Start of Excerpted data

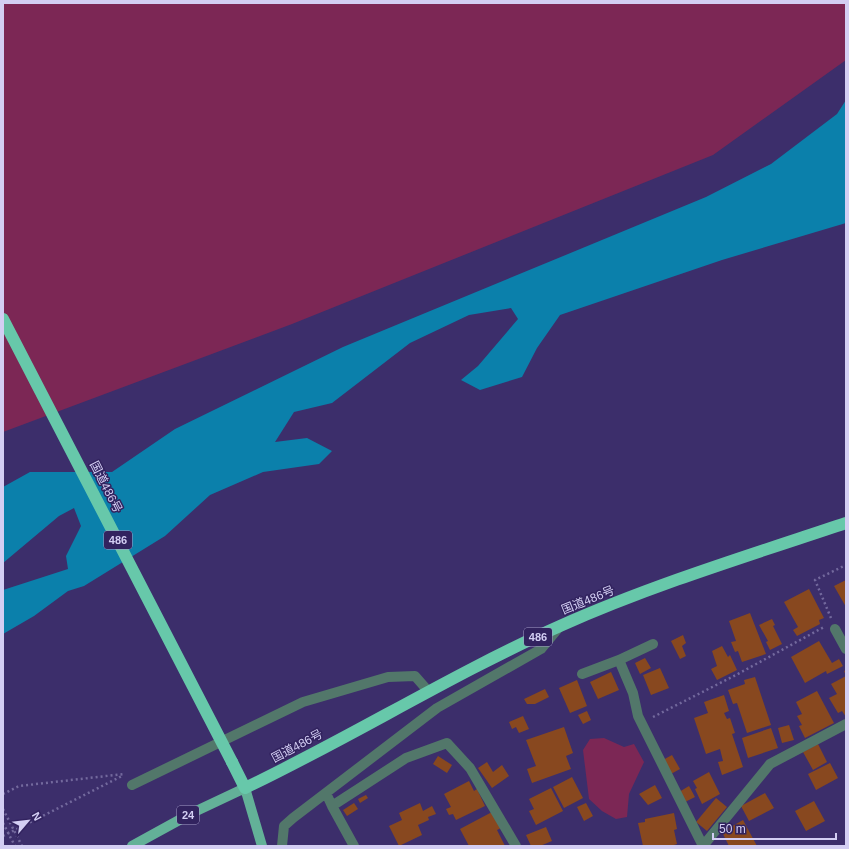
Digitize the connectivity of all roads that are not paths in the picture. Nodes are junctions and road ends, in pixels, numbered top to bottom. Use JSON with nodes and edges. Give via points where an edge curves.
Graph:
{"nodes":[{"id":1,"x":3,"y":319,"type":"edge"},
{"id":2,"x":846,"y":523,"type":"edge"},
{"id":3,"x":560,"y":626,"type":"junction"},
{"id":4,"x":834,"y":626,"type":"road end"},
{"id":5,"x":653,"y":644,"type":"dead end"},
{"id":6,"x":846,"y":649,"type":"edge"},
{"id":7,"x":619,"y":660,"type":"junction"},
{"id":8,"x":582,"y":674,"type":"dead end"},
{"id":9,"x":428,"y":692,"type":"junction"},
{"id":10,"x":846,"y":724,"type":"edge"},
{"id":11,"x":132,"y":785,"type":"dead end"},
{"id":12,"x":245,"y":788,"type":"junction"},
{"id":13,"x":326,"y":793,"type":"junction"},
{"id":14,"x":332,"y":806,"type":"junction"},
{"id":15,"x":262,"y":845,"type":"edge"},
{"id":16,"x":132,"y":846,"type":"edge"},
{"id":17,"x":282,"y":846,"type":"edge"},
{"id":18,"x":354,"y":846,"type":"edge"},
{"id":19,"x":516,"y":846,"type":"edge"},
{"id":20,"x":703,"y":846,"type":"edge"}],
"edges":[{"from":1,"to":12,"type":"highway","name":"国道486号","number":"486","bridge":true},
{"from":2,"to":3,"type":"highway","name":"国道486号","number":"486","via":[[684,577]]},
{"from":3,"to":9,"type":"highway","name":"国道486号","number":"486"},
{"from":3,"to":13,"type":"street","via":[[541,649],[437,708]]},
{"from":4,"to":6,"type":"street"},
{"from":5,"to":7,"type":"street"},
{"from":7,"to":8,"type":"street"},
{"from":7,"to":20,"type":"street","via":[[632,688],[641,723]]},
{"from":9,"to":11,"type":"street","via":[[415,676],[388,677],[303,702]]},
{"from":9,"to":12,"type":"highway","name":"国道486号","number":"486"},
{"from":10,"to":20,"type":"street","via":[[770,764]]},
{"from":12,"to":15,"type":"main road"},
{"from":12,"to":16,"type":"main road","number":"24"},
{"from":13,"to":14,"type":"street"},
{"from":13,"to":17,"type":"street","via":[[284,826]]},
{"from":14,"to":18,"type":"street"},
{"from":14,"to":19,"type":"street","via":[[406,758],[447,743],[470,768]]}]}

End of Excerpted data

Prompt: Search the records above for the string "name". Copy every line that contains it.

Exercise result:
"edges":[{"from":1,"to":12,"type":"highway","name":"国道486号","number":"486","bridge":true},
{"from":2,"to":3,"type":"highway","name":"国道486号","number":"486","via":[[684,577]]},
{"from":3,"to":9,"type":"highway","name":"国道486号","number":"486"},
{"from":9,"to":12,"type":"highway","name":"国道486号","number":"486"},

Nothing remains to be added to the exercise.